---------- MATERIAL PROVIDED ----------

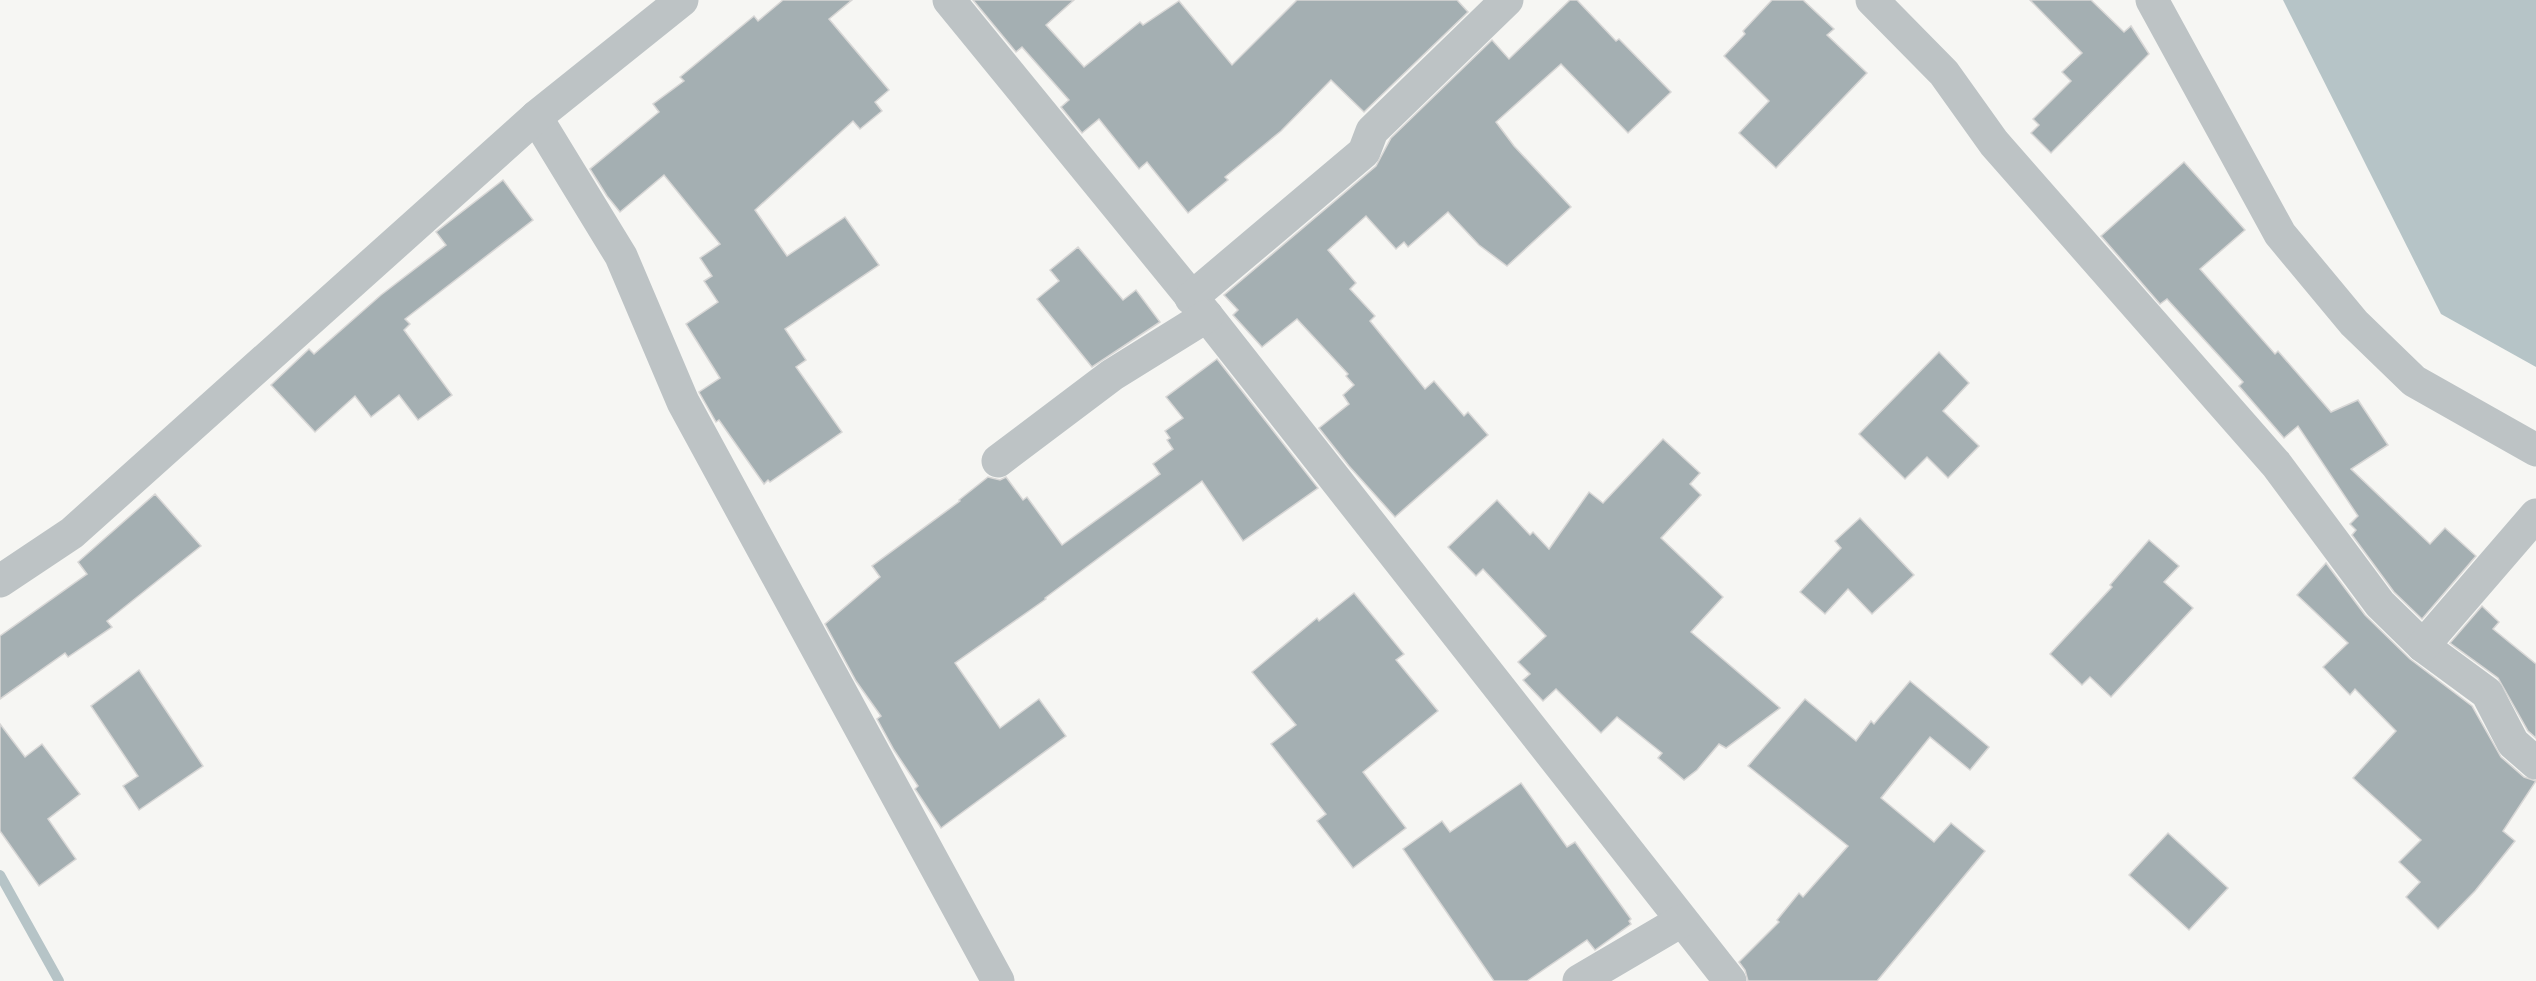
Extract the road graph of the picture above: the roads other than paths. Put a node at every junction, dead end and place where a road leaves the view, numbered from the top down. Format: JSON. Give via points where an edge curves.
{"nodes":[{"id":1,"x":682,"y":0,"type":"edge"},
{"id":2,"x":948,"y":0,"type":"edge"},
{"id":3,"x":1507,"y":0,"type":"edge"},
{"id":4,"x":1872,"y":0,"type":"edge"},
{"id":5,"x":2152,"y":0,"type":"edge"},
{"id":6,"x":536,"y":117,"type":"junction"},
{"id":7,"x":1199,"y":307,"type":"junction"},
{"id":8,"x":2536,"y":450,"type":"edge"},
{"id":9,"x":998,"y":462,"type":"dead end"},
{"id":10,"x":2536,"y":515,"type":"edge"},
{"id":11,"x":0,"y":581,"type":"edge"},
{"id":12,"x":2423,"y":646,"type":"junction"},
{"id":13,"x":2536,"y":763,"type":"edge"},
{"id":14,"x":1681,"y":921,"type":"junction"},
{"id":15,"x":998,"y":981,"type":"edge"},
{"id":16,"x":1579,"y":981,"type":"edge"},
{"id":17,"x":1730,"y":981,"type":"edge"}],
"edges":[{"from":1,"to":6,"type":"street"},
{"from":2,"to":7,"type":"street"},
{"from":3,"to":7,"type":"street","via":[[1372,130],[1364,152]]},
{"from":4,"to":12,"type":"street","via":[[1944,73],[1994,143],[2276,464],[2380,604]]},
{"from":5,"to":8,"type":"street","via":[[2280,234],[2354,323],[2414,381]]},
{"from":6,"to":11,"type":"street","via":[[72,533]]},
{"from":6,"to":15,"type":"street","via":[[621,256],[683,402]]},
{"from":7,"to":9,"type":"street"},
{"from":7,"to":14,"type":"street"},
{"from":10,"to":12,"type":"street"},
{"from":12,"to":13,"type":"street","via":[[2487,693],[2513,744]]},
{"from":14,"to":16,"type":"street"},
{"from":14,"to":17,"type":"street"}]}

----------

◆ WORK INSTRUCTION
Once you have checked each line above for the string "junction", state how many lines contain it and add nothing more.

◆ RESPONSE TO THIS TASK
5